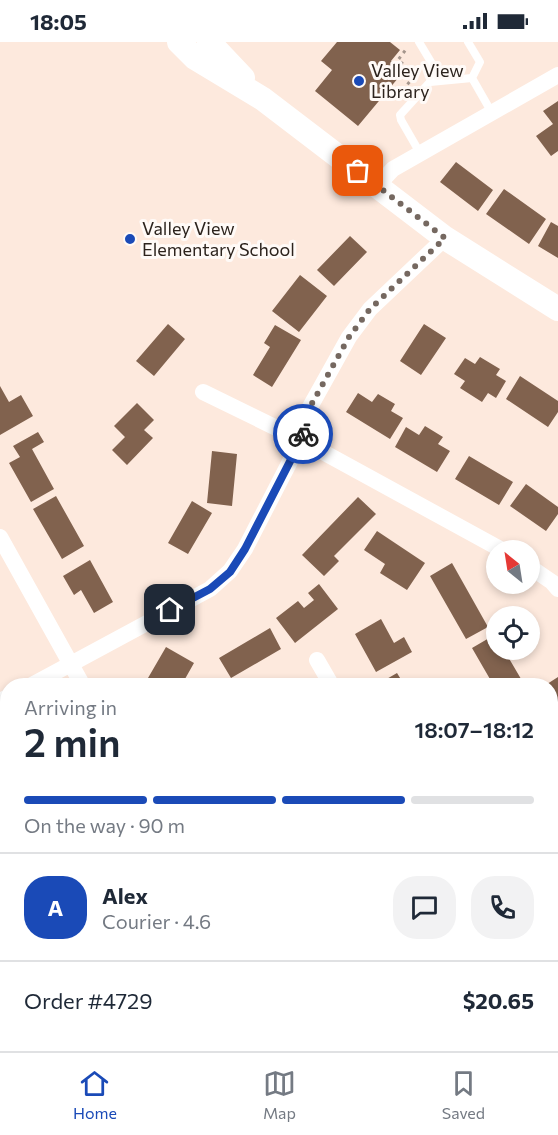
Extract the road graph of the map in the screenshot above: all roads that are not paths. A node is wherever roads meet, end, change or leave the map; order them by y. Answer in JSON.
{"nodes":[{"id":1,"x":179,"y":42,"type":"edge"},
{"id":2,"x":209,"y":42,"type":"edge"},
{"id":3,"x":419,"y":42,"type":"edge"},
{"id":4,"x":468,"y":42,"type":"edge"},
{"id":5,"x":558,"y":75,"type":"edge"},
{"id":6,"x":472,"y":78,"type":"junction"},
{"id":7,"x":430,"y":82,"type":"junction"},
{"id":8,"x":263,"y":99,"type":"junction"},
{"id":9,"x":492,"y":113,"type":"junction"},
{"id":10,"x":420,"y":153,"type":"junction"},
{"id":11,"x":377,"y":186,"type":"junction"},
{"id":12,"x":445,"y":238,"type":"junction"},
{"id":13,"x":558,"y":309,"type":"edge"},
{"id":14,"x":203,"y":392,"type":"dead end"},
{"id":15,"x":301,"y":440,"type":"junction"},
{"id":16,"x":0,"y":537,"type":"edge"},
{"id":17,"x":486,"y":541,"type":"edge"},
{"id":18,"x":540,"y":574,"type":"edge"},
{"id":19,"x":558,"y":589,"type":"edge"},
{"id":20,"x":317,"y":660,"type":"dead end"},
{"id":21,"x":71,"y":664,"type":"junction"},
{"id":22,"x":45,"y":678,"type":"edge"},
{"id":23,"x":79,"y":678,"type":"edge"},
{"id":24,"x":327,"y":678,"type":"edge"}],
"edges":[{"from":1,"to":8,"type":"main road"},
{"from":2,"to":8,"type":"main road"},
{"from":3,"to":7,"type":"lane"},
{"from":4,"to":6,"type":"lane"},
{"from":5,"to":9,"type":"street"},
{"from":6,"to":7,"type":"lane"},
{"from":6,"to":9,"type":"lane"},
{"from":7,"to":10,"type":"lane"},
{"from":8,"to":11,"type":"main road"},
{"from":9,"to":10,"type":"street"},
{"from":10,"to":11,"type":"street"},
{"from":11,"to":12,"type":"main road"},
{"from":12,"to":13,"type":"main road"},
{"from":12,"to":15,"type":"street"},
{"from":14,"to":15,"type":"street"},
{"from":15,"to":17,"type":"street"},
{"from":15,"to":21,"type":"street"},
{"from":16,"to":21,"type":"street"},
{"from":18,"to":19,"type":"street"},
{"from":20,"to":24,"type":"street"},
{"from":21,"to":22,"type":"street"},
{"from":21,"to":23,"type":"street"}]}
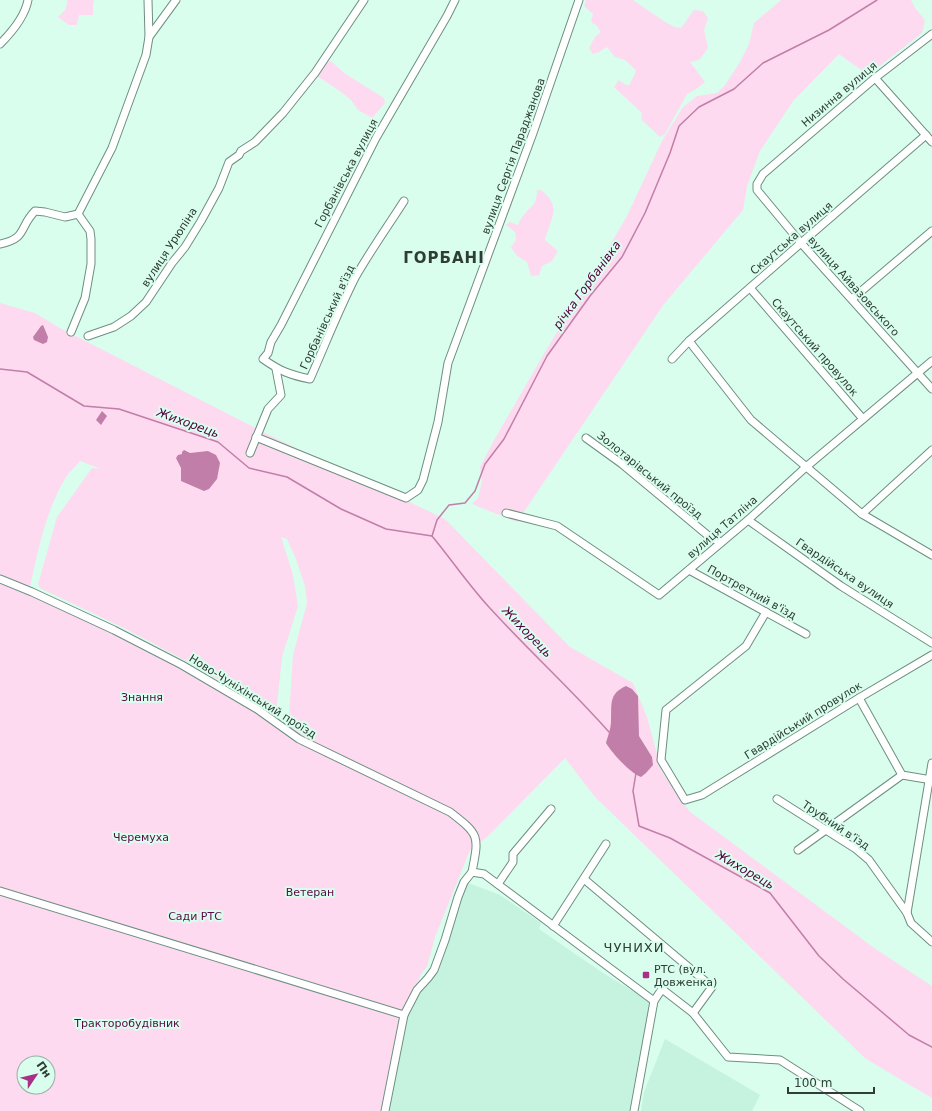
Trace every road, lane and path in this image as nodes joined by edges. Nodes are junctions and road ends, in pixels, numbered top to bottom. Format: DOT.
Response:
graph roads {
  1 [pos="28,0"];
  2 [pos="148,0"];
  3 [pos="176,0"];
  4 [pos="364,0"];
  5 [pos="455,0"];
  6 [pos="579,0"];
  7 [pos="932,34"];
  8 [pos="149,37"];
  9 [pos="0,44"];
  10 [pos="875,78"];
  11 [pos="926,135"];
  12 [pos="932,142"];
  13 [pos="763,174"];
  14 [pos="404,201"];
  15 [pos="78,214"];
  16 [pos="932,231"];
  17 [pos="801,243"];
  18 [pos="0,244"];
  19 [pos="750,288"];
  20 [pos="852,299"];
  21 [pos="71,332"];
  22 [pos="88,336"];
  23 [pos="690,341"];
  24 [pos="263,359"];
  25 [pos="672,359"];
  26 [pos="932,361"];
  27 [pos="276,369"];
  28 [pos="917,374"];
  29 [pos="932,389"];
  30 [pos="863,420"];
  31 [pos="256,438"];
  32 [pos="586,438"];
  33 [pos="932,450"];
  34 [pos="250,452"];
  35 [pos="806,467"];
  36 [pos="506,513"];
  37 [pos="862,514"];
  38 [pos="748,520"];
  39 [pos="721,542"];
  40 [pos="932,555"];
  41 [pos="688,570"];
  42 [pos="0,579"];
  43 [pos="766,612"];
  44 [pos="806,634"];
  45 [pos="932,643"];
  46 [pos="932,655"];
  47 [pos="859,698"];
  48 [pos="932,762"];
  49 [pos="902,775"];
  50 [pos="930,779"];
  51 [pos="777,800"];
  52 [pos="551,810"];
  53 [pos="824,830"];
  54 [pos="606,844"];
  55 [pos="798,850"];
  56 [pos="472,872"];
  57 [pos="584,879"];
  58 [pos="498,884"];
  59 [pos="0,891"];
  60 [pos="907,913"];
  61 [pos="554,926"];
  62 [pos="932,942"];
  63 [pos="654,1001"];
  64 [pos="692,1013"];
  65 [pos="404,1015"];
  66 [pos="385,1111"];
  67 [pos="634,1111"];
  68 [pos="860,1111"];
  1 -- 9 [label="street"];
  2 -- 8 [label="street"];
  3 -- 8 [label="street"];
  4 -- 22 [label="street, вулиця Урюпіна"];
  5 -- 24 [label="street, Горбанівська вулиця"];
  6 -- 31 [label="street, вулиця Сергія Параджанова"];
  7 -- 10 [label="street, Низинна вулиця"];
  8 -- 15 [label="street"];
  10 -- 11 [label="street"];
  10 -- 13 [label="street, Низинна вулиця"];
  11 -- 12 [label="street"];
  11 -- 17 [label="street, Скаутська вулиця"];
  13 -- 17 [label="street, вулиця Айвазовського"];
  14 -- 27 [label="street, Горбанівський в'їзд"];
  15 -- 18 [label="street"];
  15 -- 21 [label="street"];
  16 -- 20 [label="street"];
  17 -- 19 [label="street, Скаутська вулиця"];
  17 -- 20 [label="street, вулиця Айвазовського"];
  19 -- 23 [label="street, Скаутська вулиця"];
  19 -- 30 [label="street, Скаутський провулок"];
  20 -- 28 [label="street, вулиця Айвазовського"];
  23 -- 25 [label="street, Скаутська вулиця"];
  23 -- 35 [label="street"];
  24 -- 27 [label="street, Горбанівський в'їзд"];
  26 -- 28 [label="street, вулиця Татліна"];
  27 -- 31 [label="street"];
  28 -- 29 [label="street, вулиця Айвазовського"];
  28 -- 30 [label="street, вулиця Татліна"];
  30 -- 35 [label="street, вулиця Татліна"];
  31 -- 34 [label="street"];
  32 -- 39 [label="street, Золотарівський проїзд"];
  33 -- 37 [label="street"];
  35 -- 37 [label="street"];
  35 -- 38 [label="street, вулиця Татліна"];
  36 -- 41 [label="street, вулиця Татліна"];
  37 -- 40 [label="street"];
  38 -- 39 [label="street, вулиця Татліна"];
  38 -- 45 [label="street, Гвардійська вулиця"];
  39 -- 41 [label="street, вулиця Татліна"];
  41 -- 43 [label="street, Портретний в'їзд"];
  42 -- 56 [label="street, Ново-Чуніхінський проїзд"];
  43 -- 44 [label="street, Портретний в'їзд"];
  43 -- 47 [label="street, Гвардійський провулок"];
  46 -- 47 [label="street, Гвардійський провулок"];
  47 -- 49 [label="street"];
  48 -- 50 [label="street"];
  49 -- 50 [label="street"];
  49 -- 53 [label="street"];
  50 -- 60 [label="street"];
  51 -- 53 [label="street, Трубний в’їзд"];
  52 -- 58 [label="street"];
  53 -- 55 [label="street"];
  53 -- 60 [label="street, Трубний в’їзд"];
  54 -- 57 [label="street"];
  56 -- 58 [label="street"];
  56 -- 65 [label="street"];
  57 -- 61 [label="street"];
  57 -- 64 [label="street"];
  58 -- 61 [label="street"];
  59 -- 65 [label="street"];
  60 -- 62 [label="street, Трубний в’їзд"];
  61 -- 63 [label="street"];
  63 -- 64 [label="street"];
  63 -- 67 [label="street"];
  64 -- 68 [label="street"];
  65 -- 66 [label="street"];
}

PROBLEM DETAILS:
Pictures are to be omitted; set down the rest of the entries exactly as given.

REPLY TO THE TASK:
Extract the road graph of the map in the screenshot above: all roads that are not paths. A node is wherever roads meet, end, change or leave the map; order them by y. Answer in JSON.
{"nodes":[{"id":1,"x":179,"y":42,"type":"edge"},
{"id":2,"x":209,"y":42,"type":"edge"},
{"id":3,"x":419,"y":42,"type":"edge"},
{"id":4,"x":468,"y":42,"type":"edge"},
{"id":5,"x":558,"y":75,"type":"edge"},
{"id":6,"x":472,"y":78,"type":"junction"},
{"id":7,"x":430,"y":82,"type":"junction"},
{"id":8,"x":263,"y":99,"type":"junction"},
{"id":9,"x":492,"y":113,"type":"junction"},
{"id":10,"x":420,"y":153,"type":"junction"},
{"id":11,"x":377,"y":186,"type":"junction"},
{"id":12,"x":445,"y":238,"type":"junction"},
{"id":13,"x":558,"y":309,"type":"edge"},
{"id":14,"x":203,"y":392,"type":"dead end"},
{"id":15,"x":301,"y":440,"type":"junction"},
{"id":16,"x":0,"y":537,"type":"edge"},
{"id":17,"x":486,"y":541,"type":"edge"},
{"id":18,"x":540,"y":574,"type":"edge"},
{"id":19,"x":558,"y":589,"type":"edge"},
{"id":20,"x":317,"y":660,"type":"dead end"},
{"id":21,"x":71,"y":664,"type":"junction"},
{"id":22,"x":45,"y":678,"type":"edge"},
{"id":23,"x":79,"y":678,"type":"edge"},
{"id":24,"x":327,"y":678,"type":"edge"}],
"edges":[{"from":1,"to":8,"type":"main road"},
{"from":2,"to":8,"type":"main road"},
{"from":3,"to":7,"type":"lane"},
{"from":4,"to":6,"type":"lane"},
{"from":5,"to":9,"type":"street"},
{"from":6,"to":7,"type":"lane"},
{"from":6,"to":9,"type":"lane"},
{"from":7,"to":10,"type":"lane"},
{"from":8,"to":11,"type":"main road"},
{"from":9,"to":10,"type":"street"},
{"from":10,"to":11,"type":"street"},
{"from":11,"to":12,"type":"main road"},
{"from":12,"to":13,"type":"main road"},
{"from":12,"to":15,"type":"street"},
{"from":14,"to":15,"type":"street"},
{"from":15,"to":17,"type":"street"},
{"from":15,"to":21,"type":"street"},
{"from":16,"to":21,"type":"street"},
{"from":18,"to":19,"type":"street"},
{"from":20,"to":24,"type":"street"},
{"from":21,"to":22,"type":"street"},
{"from":21,"to":23,"type":"street"}]}
Trace every road, lane and path in this image as nodes joined by edges. Nodes are junctions and road ends, in pixels, numbered top to bottom. Format: DOT.
Response:
graph roads {
  1 [pos="28,0"];
  2 [pos="148,0"];
  3 [pos="176,0"];
  4 [pos="364,0"];
  5 [pos="455,0"];
  6 [pos="579,0"];
  7 [pos="932,34"];
  8 [pos="149,37"];
  9 [pos="0,44"];
  10 [pos="875,78"];
  11 [pos="926,135"];
  12 [pos="932,142"];
  13 [pos="763,174"];
  14 [pos="404,201"];
  15 [pos="78,214"];
  16 [pos="932,231"];
  17 [pos="801,243"];
  18 [pos="0,244"];
  19 [pos="750,288"];
  20 [pos="852,299"];
  21 [pos="71,332"];
  22 [pos="88,336"];
  23 [pos="690,341"];
  24 [pos="263,359"];
  25 [pos="672,359"];
  26 [pos="932,361"];
  27 [pos="276,369"];
  28 [pos="917,374"];
  29 [pos="932,389"];
  30 [pos="863,420"];
  31 [pos="256,438"];
  32 [pos="586,438"];
  33 [pos="932,450"];
  34 [pos="250,452"];
  35 [pos="806,467"];
  36 [pos="506,513"];
  37 [pos="862,514"];
  38 [pos="748,520"];
  39 [pos="721,542"];
  40 [pos="932,555"];
  41 [pos="688,570"];
  42 [pos="0,579"];
  43 [pos="766,612"];
  44 [pos="806,634"];
  45 [pos="932,643"];
  46 [pos="932,655"];
  47 [pos="859,698"];
  48 [pos="932,762"];
  49 [pos="902,775"];
  50 [pos="930,779"];
  51 [pos="777,800"];
  52 [pos="551,810"];
  53 [pos="824,830"];
  54 [pos="606,844"];
  55 [pos="798,850"];
  56 [pos="472,872"];
  57 [pos="584,879"];
  58 [pos="498,884"];
  59 [pos="0,891"];
  60 [pos="907,913"];
  61 [pos="554,926"];
  62 [pos="932,942"];
  63 [pos="654,1001"];
  64 [pos="692,1013"];
  65 [pos="404,1015"];
  66 [pos="385,1111"];
  67 [pos="634,1111"];
  68 [pos="860,1111"];
  1 -- 9 [label="street"];
  2 -- 8 [label="street"];
  3 -- 8 [label="street"];
  4 -- 22 [label="street, вулиця Урюпіна"];
  5 -- 24 [label="street, Горбанівська вулиця"];
  6 -- 31 [label="street, вулиця Сергія Параджанова"];
  7 -- 10 [label="street, Низинна вулиця"];
  8 -- 15 [label="street"];
  10 -- 11 [label="street"];
  10 -- 13 [label="street, Низинна вулиця"];
  11 -- 12 [label="street"];
  11 -- 17 [label="street, Скаутська вулиця"];
  13 -- 17 [label="street, вулиця Айвазовського"];
  14 -- 27 [label="street, Горбанівський в'їзд"];
  15 -- 18 [label="street"];
  15 -- 21 [label="street"];
  16 -- 20 [label="street"];
  17 -- 19 [label="street, Скаутська вулиця"];
  17 -- 20 [label="street, вулиця Айвазовського"];
  19 -- 23 [label="street, Скаутська вулиця"];
  19 -- 30 [label="street, Скаутський провулок"];
  20 -- 28 [label="street, вулиця Айвазовського"];
  23 -- 25 [label="street, Скаутська вулиця"];
  23 -- 35 [label="street"];
  24 -- 27 [label="street, Горбанівський в'їзд"];
  26 -- 28 [label="street, вулиця Татліна"];
  27 -- 31 [label="street"];
  28 -- 29 [label="street, вулиця Айвазовського"];
  28 -- 30 [label="street, вулиця Татліна"];
  30 -- 35 [label="street, вулиця Татліна"];
  31 -- 34 [label="street"];
  32 -- 39 [label="street, Золотарівський проїзд"];
  33 -- 37 [label="street"];
  35 -- 37 [label="street"];
  35 -- 38 [label="street, вулиця Татліна"];
  36 -- 41 [label="street, вулиця Татліна"];
  37 -- 40 [label="street"];
  38 -- 39 [label="street, вулиця Татліна"];
  38 -- 45 [label="street, Гвардійська вулиця"];
  39 -- 41 [label="street, вулиця Татліна"];
  41 -- 43 [label="street, Портретний в'їзд"];
  42 -- 56 [label="street, Ново-Чуніхінський проїзд"];
  43 -- 44 [label="street, Портретний в'їзд"];
  43 -- 47 [label="street, Гвардійський провулок"];
  46 -- 47 [label="street, Гвардійський провулок"];
  47 -- 49 [label="street"];
  48 -- 50 [label="street"];
  49 -- 50 [label="street"];
  49 -- 53 [label="street"];
  50 -- 60 [label="street"];
  51 -- 53 [label="street, Трубний в’їзд"];
  52 -- 58 [label="street"];
  53 -- 55 [label="street"];
  53 -- 60 [label="street, Трубний в’їзд"];
  54 -- 57 [label="street"];
  56 -- 58 [label="street"];
  56 -- 65 [label="street"];
  57 -- 61 [label="street"];
  57 -- 64 [label="street"];
  58 -- 61 [label="street"];
  59 -- 65 [label="street"];
  60 -- 62 [label="street, Трубний в’їзд"];
  61 -- 63 [label="street"];
  63 -- 64 [label="street"];
  63 -- 67 [label="street"];
  64 -- 68 [label="street"];
  65 -- 66 [label="street"];
}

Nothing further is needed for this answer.